Él dibujó una sonrisa pícara.
– Ahora sí.
Y el bandido tenía razón. Había conseguido hacerla reír o, al menos, hacerla sonreír en un intento por no reírse, en menos de un minuto.
¿Acaso era extraño que le hubiera pedido que la besara?
– ¡Annabel!
Se volvió aliviada ante el sonido de la voz de su prima.
– Mi tía nos está llamando -dijo Louisa, y lo cierto era que lady Cosgrove se dirigía hacia ella con una expresión muy severa.
– Imagino que no le habrá gustado verlas hablando conmigo -dijo el señor Grey-, aunque confío que la presencia de Olivia contribuya a hacerme aceptable.
– No soy tan respetable -dijo lady Olivia.
Annabel separó los labios, sorprendida.
– Es completamente respetable -le susurró Louisa al oído enseguida-. Sólo es que… bueno, da igual.
Una vez más, todo el mundo sabía todo sobre los demás. Menos Annabel.
Annabel suspiró. Bueno, lo intentó. No podía suspirar frente a un grupo tan reducido; sería terriblemente grosero. Pero quería suspirar.
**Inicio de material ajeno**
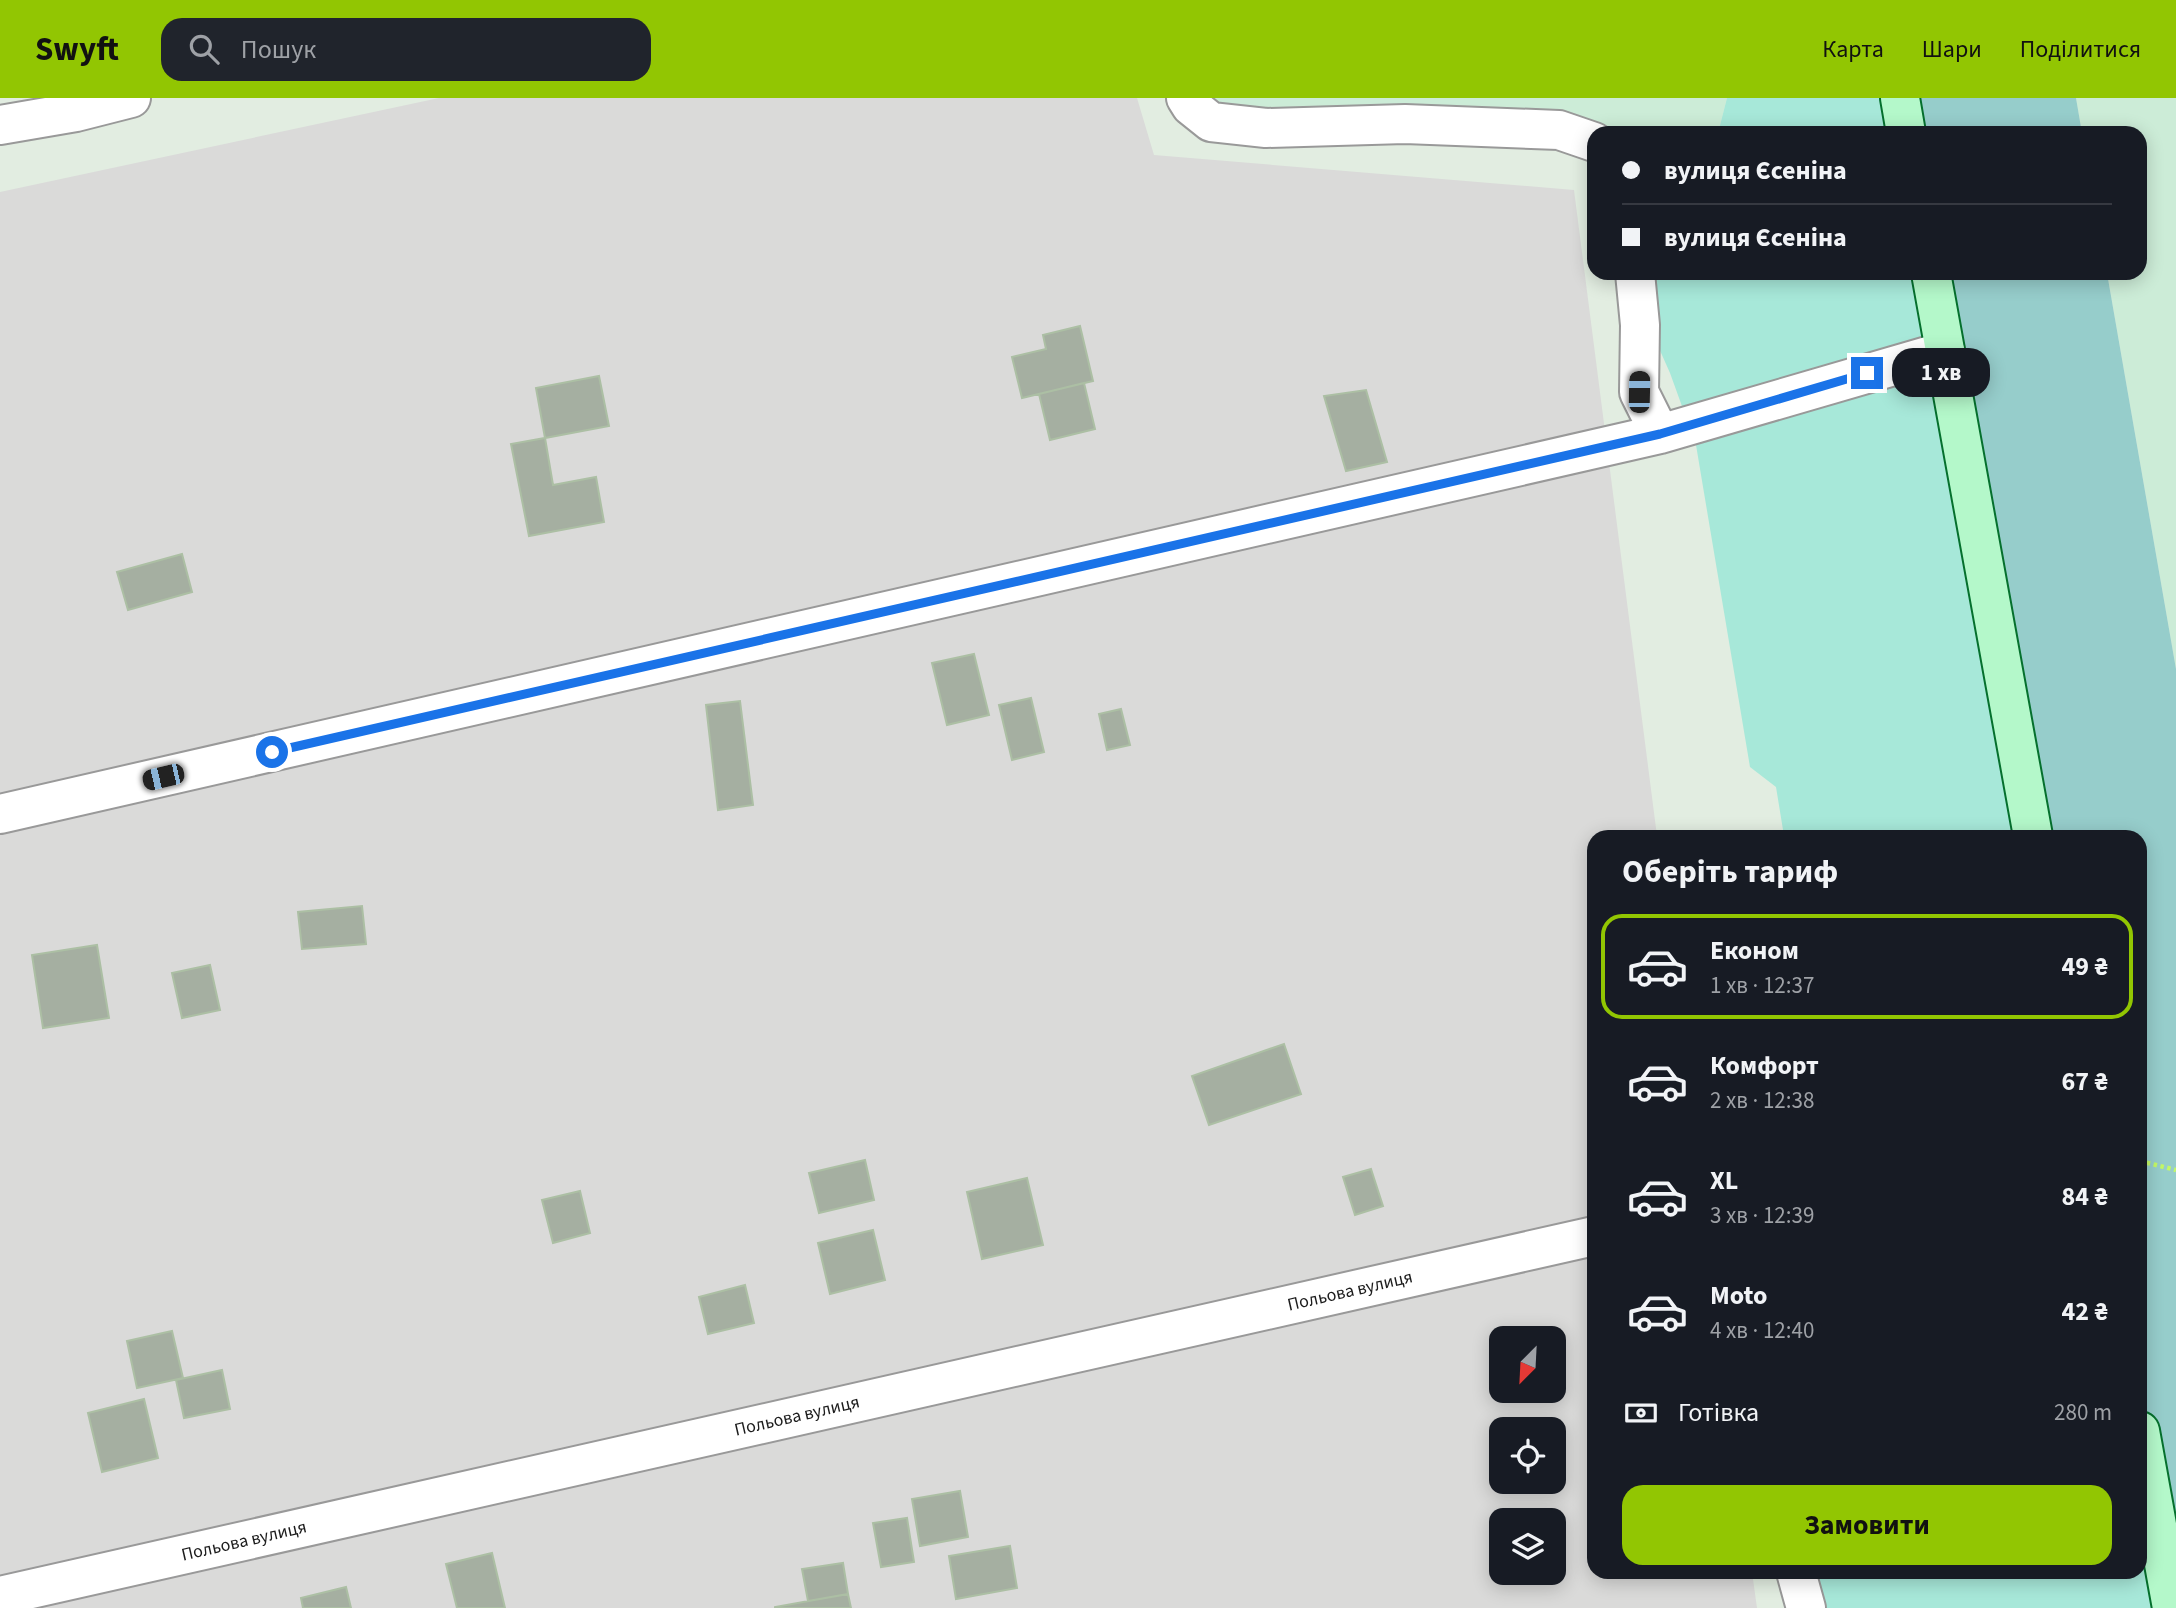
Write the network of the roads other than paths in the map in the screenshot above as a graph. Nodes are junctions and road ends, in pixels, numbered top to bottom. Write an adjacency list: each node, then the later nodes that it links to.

Algo en su interior se moría de ganas de suspirar.
Lady Cosgrove se unió al grupo y enseguida tomó a Louisa del brazo.
– Lady Olivia -dijo, con un cordial gesto con la cabeza-. Señor Grey.
Los dos le devolvieron el saludo; el señor Grey con una elegante inclinación del cuerpo y lady Olivia con una reverencia tan delicada que debería ser ilegal.
– He invitado a lady Olivia y al señor Grey a la ópera con nosotros esta noche -dijo Louisa.
– Por supuesto -respondió lady Cosgrove, con educación-. Lady Olivia, por favor, salude a su madre de mi parte. Hace siglos que no la veo.
– Ha estado acatarrada -respondió lady Olivia-, pero casi se ha recuperado. Estoy convencida de que le gustaría mucho que fuera a visitarla.
– Quizá lo haga.
Annabel observó la conversación con gran interés. Lady Cosgrove no había ignorado al señor Grey, pero había conseguido no dirigirle ni una palabra después de saludarlo. Era curioso. No tenía ni idea de que fuera persona non grata. En definitiva, era el heredero al condado de Newbury, aunque sólo fuera el presunto heredero.
Tendría que preguntárselo a Louisa. Eso sí, después de matarla por haberlo invitado a la ópera.
Se intercambiaron los cumplidos de rigor, pero estaba claro que lady Cosgrove quería marcharse. Por no hablar de Frederick, que parecía que quisiera hacer sus cosas entre los arbustos.
– Hasta esta noche, señorita Winslow -dijo el señor Grey, inclinándose una vez más sobre su mano.
Annabel intentó no reaccionar cuando el contacto de sus labios en su mano le provocó un escalofrío en el brazo.
– Hasta esta noche -repitió ella.
Y, mientras observaba cómo se alejaba, no recordaba haber esperado algo con tantas ganas en su vida.